Task description: Search the data for lines holding the word "Left". State how many there are, and nothing else.

:: Given records ::

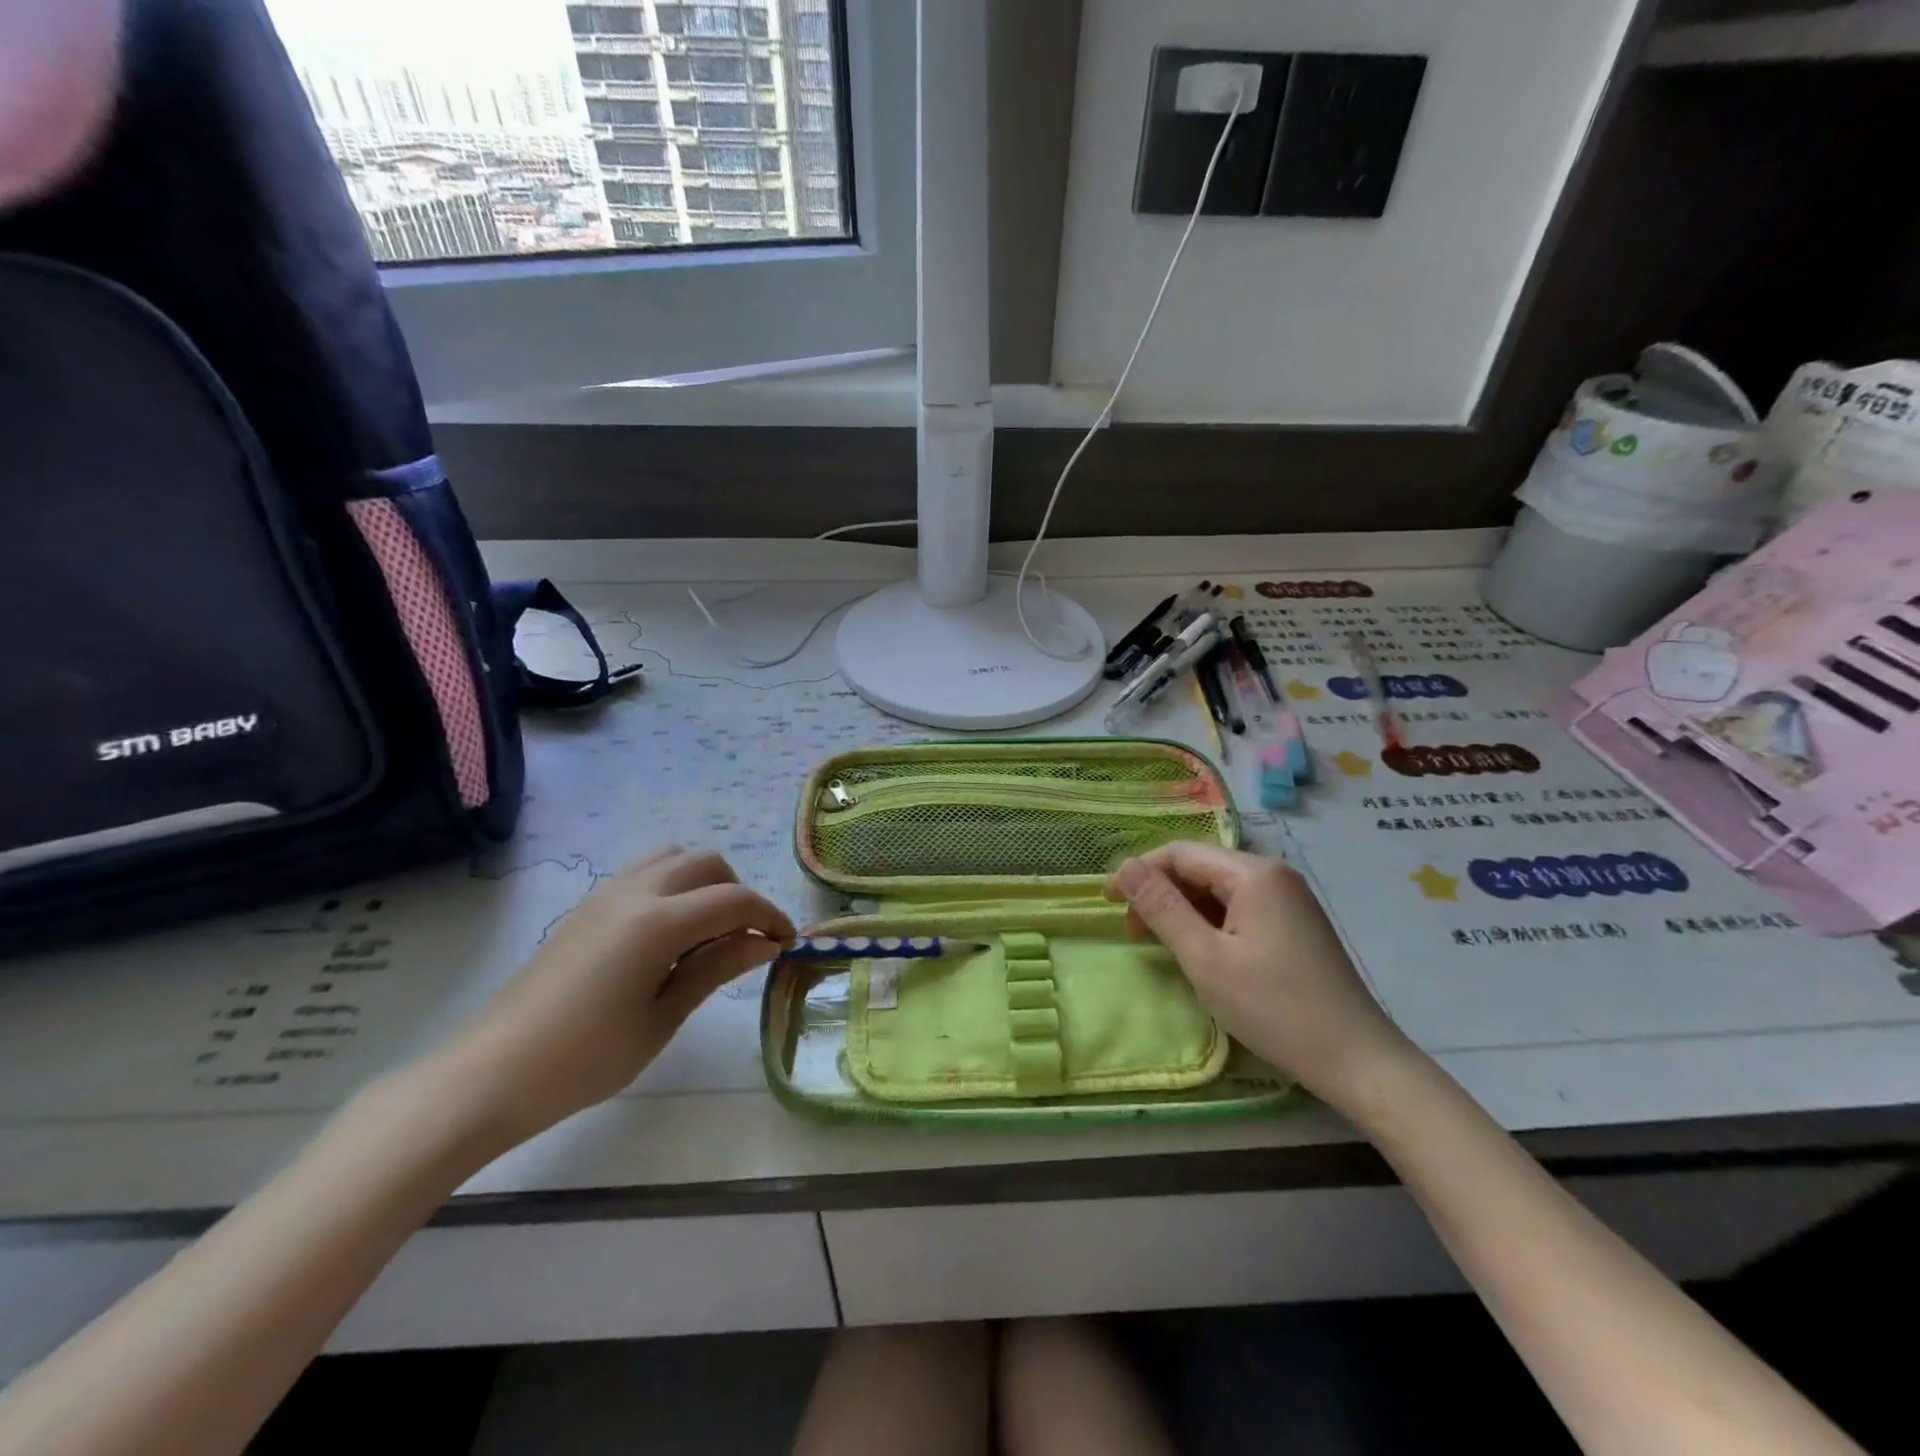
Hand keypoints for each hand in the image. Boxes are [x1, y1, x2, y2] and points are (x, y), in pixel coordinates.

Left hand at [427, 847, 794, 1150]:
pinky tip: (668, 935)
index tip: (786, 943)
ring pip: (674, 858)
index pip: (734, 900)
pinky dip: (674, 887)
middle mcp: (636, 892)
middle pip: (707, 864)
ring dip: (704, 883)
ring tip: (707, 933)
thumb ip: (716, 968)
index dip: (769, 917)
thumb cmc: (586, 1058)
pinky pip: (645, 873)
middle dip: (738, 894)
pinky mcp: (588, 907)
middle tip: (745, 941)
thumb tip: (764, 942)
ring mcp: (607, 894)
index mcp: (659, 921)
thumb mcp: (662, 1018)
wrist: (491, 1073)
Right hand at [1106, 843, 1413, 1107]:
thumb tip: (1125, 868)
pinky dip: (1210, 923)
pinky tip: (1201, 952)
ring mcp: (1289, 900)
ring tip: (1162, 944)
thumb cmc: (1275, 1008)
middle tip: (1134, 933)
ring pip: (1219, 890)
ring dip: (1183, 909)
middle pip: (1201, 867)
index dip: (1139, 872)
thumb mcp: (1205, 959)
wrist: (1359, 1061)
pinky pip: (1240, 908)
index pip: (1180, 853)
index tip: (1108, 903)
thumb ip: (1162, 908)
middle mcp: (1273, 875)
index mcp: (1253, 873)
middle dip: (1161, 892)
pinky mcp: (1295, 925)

:::
:: Given records ::

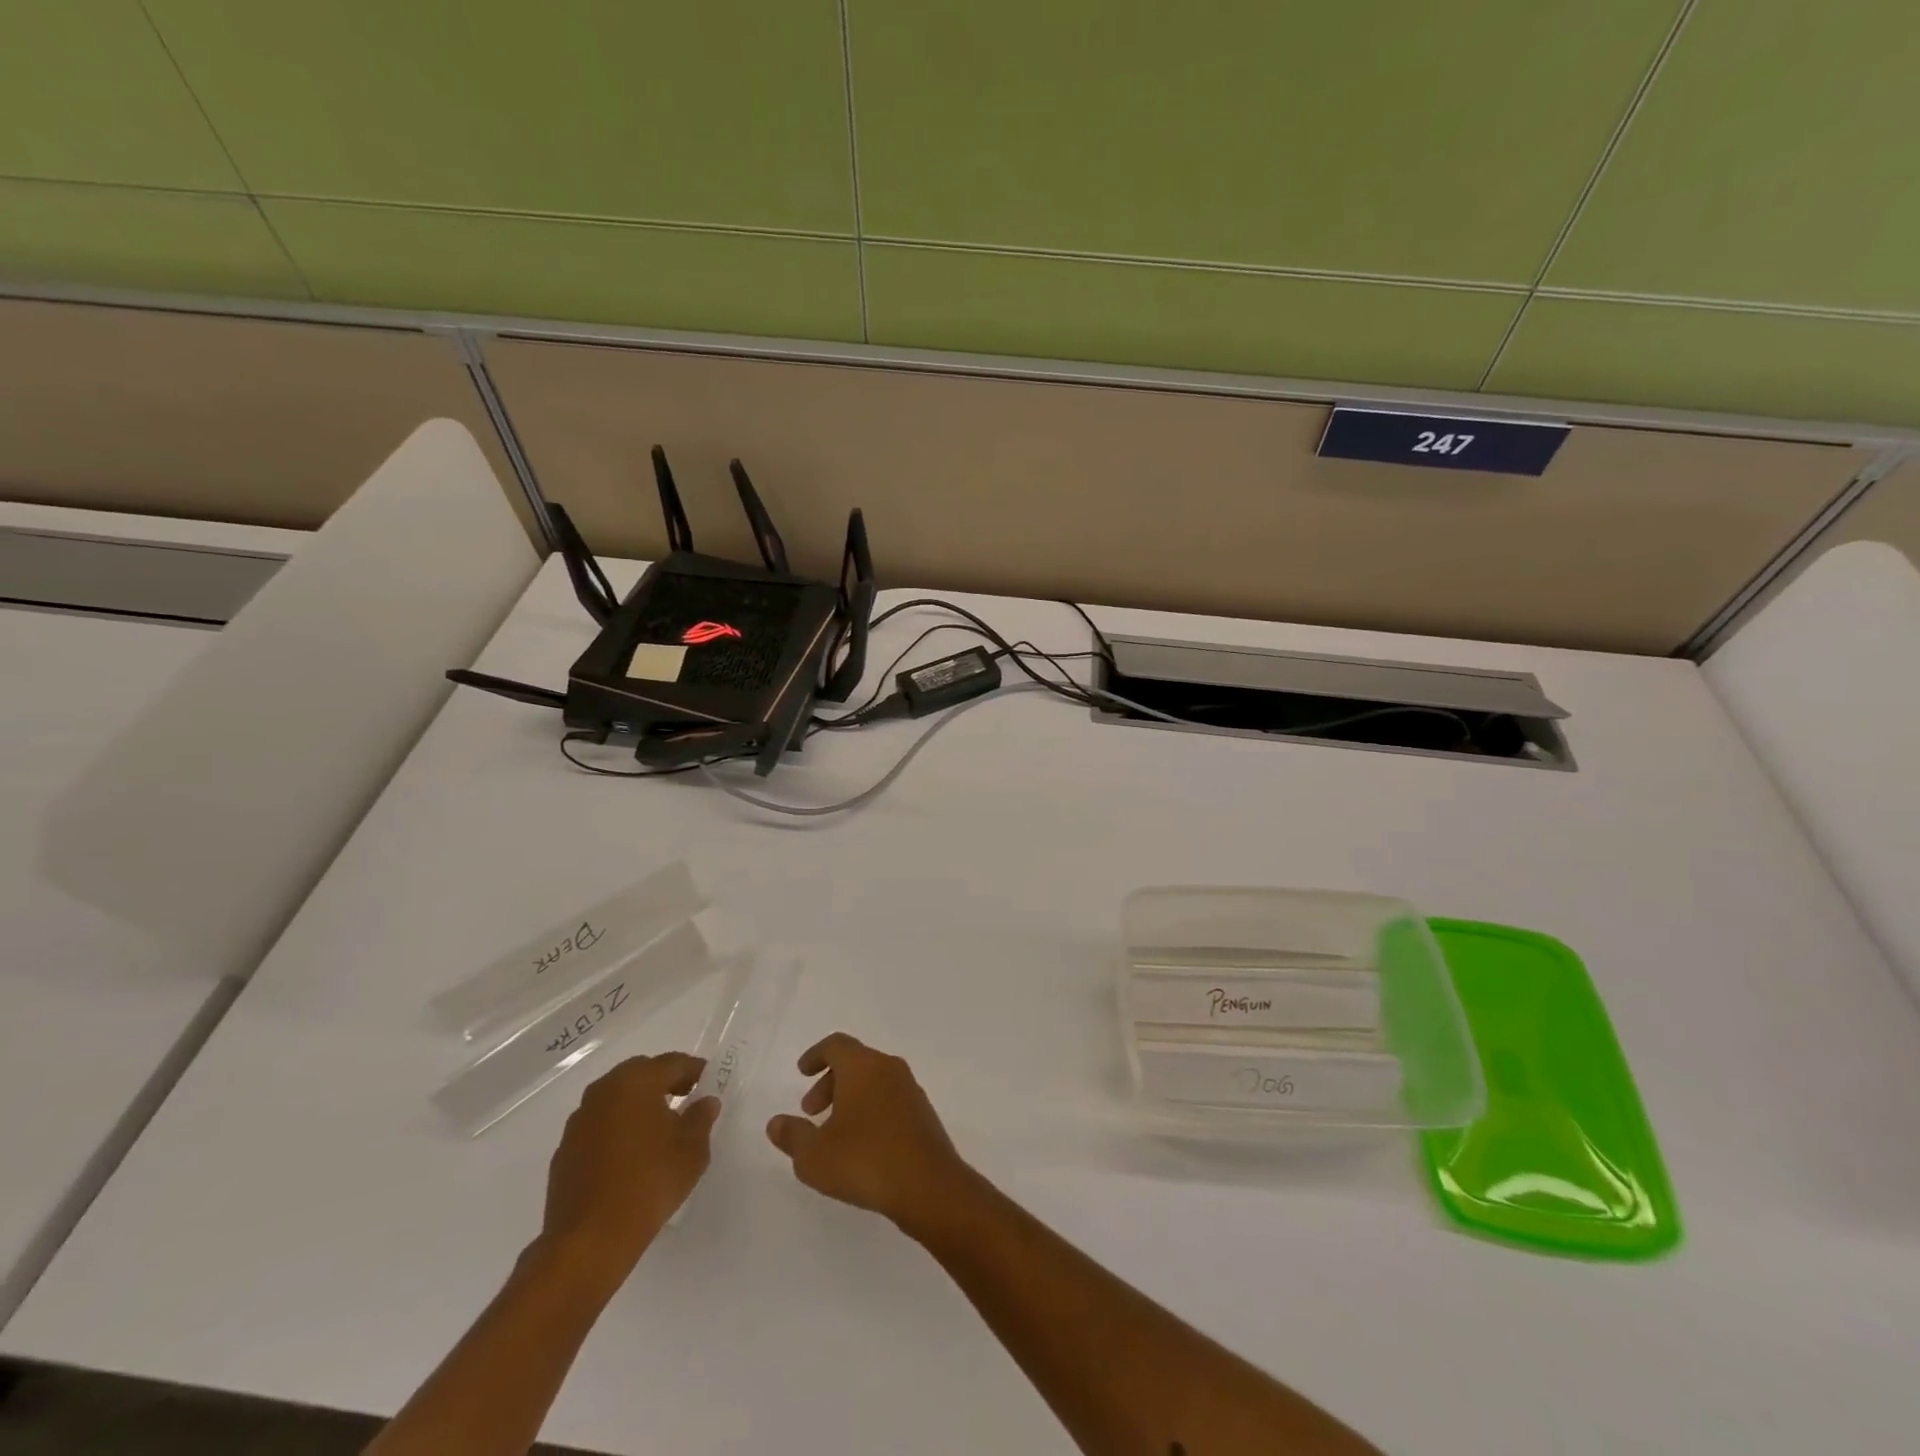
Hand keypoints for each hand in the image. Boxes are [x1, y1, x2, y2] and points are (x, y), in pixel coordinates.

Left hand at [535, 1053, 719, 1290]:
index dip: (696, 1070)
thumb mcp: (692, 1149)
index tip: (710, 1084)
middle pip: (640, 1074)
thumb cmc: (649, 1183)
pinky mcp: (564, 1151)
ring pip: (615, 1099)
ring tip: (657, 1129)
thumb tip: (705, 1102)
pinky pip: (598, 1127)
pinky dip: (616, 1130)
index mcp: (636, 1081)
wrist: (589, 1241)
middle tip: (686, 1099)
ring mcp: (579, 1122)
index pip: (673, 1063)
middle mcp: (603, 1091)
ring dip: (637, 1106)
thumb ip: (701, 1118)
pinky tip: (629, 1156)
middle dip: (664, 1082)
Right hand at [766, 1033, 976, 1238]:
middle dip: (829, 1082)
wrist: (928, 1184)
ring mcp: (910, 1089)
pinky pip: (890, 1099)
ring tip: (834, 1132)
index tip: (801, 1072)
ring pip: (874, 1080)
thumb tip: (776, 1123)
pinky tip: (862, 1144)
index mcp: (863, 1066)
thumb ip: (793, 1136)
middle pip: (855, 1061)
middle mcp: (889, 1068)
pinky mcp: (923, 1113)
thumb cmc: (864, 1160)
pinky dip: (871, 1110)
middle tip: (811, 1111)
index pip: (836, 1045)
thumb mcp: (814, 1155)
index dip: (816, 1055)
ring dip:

:::
:: Given records ::

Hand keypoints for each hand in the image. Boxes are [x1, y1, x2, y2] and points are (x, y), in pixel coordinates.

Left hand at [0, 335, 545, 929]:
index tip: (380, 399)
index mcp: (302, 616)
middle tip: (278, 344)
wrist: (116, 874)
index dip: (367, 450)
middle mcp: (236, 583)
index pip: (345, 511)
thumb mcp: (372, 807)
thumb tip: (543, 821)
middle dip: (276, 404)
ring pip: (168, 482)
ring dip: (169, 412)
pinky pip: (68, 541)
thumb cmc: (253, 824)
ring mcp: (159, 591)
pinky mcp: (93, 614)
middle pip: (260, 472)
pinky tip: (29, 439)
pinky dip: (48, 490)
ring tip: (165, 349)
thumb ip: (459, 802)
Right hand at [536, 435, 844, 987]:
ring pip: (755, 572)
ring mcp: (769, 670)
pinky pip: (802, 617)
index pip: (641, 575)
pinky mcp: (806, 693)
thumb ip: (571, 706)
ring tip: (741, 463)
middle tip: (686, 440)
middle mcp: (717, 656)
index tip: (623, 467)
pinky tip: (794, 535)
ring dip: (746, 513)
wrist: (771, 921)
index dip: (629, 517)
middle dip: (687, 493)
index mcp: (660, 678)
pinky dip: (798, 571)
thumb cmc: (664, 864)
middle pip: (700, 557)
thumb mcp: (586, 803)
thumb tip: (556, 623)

:::

Expected answer: 3